Mutual fund assets under fixed maturity plans (FMPs) have touched levels not seen since the collapse of Wall Street investment bank Lehman Brothers in 2008.

FMPs are closed-end debt schemes that come with a specific tenure, typically three months to a year. These schemes invest in debt securities that mature just before or on the date of the scheme’s maturity.

According to data from Value Research, a New Delhi-based tracker of mutual funds, these schemes accounted for Rs 1.2 trillion (lakh crore), or 16 per cent of the Rs 7.43 trillion mutual fund industry at the end of June.

 



Some of the larger fund houses have an even higher proportion of their assets in FMPs. Among the major ones, Kotak Mahindra MF has nearly 30 per cent of its assets under management (AUM) in FMPs.

ICICI Prudential has 24 per cent; Birla Sun Life, 23.5 per cent; SBI MF, 20 per cent; and Reliance, 19 per cent. In absolute terms, Reliance MF has the largest FMP corpus of Rs 19,181 crore.

RATE DRAW
Fund managers attribute this trend primarily to the favourable interest rate environment.

Lakshmi Iyer, head (fixed income and products), Kotak Mahindra MF, said: “Three-month and one-year FMPs are seeing the bulk of the inflows. Investors who are looking to lock-in (at high rates) are going for these funds.”
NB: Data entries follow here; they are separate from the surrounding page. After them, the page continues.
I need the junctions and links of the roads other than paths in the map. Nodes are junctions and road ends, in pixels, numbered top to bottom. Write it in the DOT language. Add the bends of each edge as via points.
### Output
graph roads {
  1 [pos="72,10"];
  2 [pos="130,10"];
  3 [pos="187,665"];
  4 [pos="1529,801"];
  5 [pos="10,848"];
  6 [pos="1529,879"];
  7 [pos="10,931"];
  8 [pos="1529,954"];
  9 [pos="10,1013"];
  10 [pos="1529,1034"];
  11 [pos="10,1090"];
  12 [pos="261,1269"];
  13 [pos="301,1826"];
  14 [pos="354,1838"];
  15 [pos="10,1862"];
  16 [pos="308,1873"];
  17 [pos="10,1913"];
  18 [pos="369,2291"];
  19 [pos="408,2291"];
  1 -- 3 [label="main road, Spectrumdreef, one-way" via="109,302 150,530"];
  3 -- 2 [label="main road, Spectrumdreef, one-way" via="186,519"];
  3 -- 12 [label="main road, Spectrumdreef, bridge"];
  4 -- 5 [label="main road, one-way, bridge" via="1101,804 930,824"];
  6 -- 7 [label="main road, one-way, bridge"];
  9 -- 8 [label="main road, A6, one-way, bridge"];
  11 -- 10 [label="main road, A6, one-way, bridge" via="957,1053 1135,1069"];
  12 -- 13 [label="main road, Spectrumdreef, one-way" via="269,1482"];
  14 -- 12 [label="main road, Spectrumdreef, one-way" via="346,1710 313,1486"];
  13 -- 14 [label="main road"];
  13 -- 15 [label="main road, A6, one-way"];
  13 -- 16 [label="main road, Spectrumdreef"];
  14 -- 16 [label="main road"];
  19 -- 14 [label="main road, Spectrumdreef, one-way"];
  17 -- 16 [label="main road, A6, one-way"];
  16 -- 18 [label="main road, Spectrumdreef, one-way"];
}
Corporate investors are being wooed by the high return of nine-plus per cent, nearly 50 bps more than what they get in liquid funds. “Cash-rich corporates which can afford to block the money for two-three months are going for these investments, as they see it as a better option than liquid funds. They can earn between 25 to 50 basis points more,” said N Seturam, chief investment officer, Daiwa Asset Management.

According to fund managers, given the steep short-term interest rates, FMPs are able to give returns of nine per cent or even more in some cases. Iyer of Kotak, however feels, the rate cycle has peaked “Finding incremental flows is going to be difficult,” she said. Seturam, though, feels it would take a quarter or two for rates to cool.

BACKDROP
FMPs fell off investors' radar when the industry went through some painful redemption pressure after the Lehman collapse. FMPs were at the epicentre of that crisis, as a significant portion of these funds had been invested in illiquid real estate sector instruments.

As redemptions hit, fund houses had to be bailed out by the regulators, with at least one getting sold off. From a high of Rs 1.26 trillion or 30 per cent of the industry’s AUM in October 2008, the share of FMPs fell to under three per cent by the end of 2009. Assets shrunk to a little over Rs 21,000 crore, a drop of 80 per cent in one year.

The rise since has been as spectacular. In the past one year alone, FMP assets have grown threefold, making it the most popular fund category.

Following the crisis, the Securities and Exchange Board of India had tightened rules for these schemes. It has put in place systems to ensure there are no premature withdrawals by investors and the fund managers are governed by strict rules to avoid asset-liability mismatches. “The credit quality (this time) is very high,” said Navneet Munot, chief investment officer, SBI MF.

ISSUES
But most fund managers are tight-lipped about exposure to papers of the high-risk real estate sector, which again is hungry for cash.

Lack of retail participation in FMPs continues to worry managers. At least 80 per cent of money in FMPs are institutional, say some estimates. “It is not possible to do big-bang marketing for FMPs, given the cost structures. But funds have been sending mailers to individual investors as and when they launch FMPs. Interested investors are making good use of this,” said an industry official.